The findings, prepared for the All India Management Association by Boston Consulting Group, have triggered fresh calls from business for the Federal Government to be more aggressive in boosting immigration.
The report says that an ageing population and low birth rate could create a shortage of half a million workers in Australia by 2020.
For the whole developed world, it forecasts a labour shortage of close to 60 million. Conversely, unemployment levels in developing countries would reach 100 million.
Australian Institute of Management executive director Bernard Cronin said the combination of a greying population and declining birth rates was a time bomb.
He said changes by the Federal Government enabling a bigger intake of skilled workers were a short-term fix. "In just a few years, Australia will start to run out of skilled workers and we will have to decide what types of industry we have the capacity to support".
He said that the industries which were worth supporting included food processing, wine production, hospitality and tourism, education and training.
"Countries like Australia, the US, the UK and even Russia and China are facing labour shortages of unprecedented levels. We simply won't have enough workers to support our economies. The US alone has to find 17 million new workers or send business elsewhere," Mr Cronin said.

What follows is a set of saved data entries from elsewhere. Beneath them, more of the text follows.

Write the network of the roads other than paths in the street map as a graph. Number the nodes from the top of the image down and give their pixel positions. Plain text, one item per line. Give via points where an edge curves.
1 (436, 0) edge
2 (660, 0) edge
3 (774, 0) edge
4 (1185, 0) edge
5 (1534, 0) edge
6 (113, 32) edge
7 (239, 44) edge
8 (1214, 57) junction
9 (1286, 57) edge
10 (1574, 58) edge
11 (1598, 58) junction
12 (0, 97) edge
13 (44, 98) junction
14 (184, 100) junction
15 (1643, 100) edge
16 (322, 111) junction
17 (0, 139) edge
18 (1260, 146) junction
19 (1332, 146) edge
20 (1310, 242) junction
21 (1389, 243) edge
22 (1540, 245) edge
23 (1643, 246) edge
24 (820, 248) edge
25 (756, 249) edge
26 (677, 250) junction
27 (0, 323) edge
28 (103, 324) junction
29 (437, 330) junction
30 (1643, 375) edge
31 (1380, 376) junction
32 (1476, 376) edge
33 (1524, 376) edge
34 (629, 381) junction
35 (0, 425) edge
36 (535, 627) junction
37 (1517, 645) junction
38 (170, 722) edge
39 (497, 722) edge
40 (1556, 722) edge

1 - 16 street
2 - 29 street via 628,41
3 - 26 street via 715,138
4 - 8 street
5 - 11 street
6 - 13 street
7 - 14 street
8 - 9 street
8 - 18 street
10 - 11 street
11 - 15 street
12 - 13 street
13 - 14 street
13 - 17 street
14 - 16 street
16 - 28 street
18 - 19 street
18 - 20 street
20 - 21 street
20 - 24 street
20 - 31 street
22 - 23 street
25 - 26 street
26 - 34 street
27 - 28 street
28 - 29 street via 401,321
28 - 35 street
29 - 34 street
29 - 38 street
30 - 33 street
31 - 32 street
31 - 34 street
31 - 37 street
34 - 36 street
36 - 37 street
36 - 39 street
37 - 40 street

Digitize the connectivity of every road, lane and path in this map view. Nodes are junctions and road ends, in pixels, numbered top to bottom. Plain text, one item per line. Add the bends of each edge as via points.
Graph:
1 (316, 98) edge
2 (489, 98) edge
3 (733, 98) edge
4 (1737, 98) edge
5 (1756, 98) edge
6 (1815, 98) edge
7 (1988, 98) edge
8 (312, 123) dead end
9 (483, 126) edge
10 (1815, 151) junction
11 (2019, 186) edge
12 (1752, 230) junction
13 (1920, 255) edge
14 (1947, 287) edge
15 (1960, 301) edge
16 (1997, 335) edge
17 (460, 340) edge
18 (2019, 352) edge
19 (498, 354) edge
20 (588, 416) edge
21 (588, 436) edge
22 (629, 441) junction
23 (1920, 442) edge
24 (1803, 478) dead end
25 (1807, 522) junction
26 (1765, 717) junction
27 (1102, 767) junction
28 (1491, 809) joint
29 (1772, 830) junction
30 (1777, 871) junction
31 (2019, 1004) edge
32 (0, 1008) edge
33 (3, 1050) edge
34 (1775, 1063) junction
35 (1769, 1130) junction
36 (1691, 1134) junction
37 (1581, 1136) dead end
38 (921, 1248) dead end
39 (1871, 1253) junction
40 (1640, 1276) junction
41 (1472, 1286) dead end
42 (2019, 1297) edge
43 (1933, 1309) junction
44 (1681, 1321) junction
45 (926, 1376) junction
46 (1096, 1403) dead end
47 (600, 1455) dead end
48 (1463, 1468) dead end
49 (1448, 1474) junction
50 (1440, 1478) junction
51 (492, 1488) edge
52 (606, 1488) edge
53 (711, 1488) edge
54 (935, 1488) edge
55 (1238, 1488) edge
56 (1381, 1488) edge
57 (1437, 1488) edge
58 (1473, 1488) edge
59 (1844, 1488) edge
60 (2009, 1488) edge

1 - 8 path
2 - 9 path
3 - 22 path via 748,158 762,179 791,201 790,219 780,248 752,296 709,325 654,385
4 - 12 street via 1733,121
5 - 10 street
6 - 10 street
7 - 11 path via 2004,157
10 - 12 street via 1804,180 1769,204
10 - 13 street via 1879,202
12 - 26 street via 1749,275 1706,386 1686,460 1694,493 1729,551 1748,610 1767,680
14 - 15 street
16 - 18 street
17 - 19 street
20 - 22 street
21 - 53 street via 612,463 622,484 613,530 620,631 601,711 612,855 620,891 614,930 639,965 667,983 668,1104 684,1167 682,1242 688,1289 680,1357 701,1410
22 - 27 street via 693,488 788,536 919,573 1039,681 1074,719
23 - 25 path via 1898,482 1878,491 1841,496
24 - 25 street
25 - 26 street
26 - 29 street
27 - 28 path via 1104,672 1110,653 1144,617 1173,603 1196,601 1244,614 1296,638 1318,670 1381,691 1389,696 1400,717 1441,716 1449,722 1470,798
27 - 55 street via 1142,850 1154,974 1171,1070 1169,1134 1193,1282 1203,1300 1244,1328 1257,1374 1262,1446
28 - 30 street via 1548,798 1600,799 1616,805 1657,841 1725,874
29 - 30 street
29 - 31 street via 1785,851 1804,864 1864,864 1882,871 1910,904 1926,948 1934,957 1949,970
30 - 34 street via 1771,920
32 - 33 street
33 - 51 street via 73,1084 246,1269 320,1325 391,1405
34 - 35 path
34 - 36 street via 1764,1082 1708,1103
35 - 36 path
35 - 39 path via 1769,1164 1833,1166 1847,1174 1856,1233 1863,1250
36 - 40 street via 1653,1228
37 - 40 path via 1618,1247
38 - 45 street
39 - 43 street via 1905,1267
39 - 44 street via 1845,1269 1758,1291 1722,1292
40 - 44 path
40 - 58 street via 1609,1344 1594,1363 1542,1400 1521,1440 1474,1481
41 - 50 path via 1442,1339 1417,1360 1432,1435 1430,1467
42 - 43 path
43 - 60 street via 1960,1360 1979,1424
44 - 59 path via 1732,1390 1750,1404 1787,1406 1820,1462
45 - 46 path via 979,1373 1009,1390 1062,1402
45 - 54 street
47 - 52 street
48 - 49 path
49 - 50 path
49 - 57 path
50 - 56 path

There are already signs that the push offshore is gaining momentum. A Federal Government report has urged Australian companies to consider moving operations ranging from call centres to software development to India to exploit lower wages.
Mr Cronin said these developments were just the start.
Australia needed to look closely at what industries were worth retaining and what changes were needed to the education system and immigration rules to ensure they did not disappear.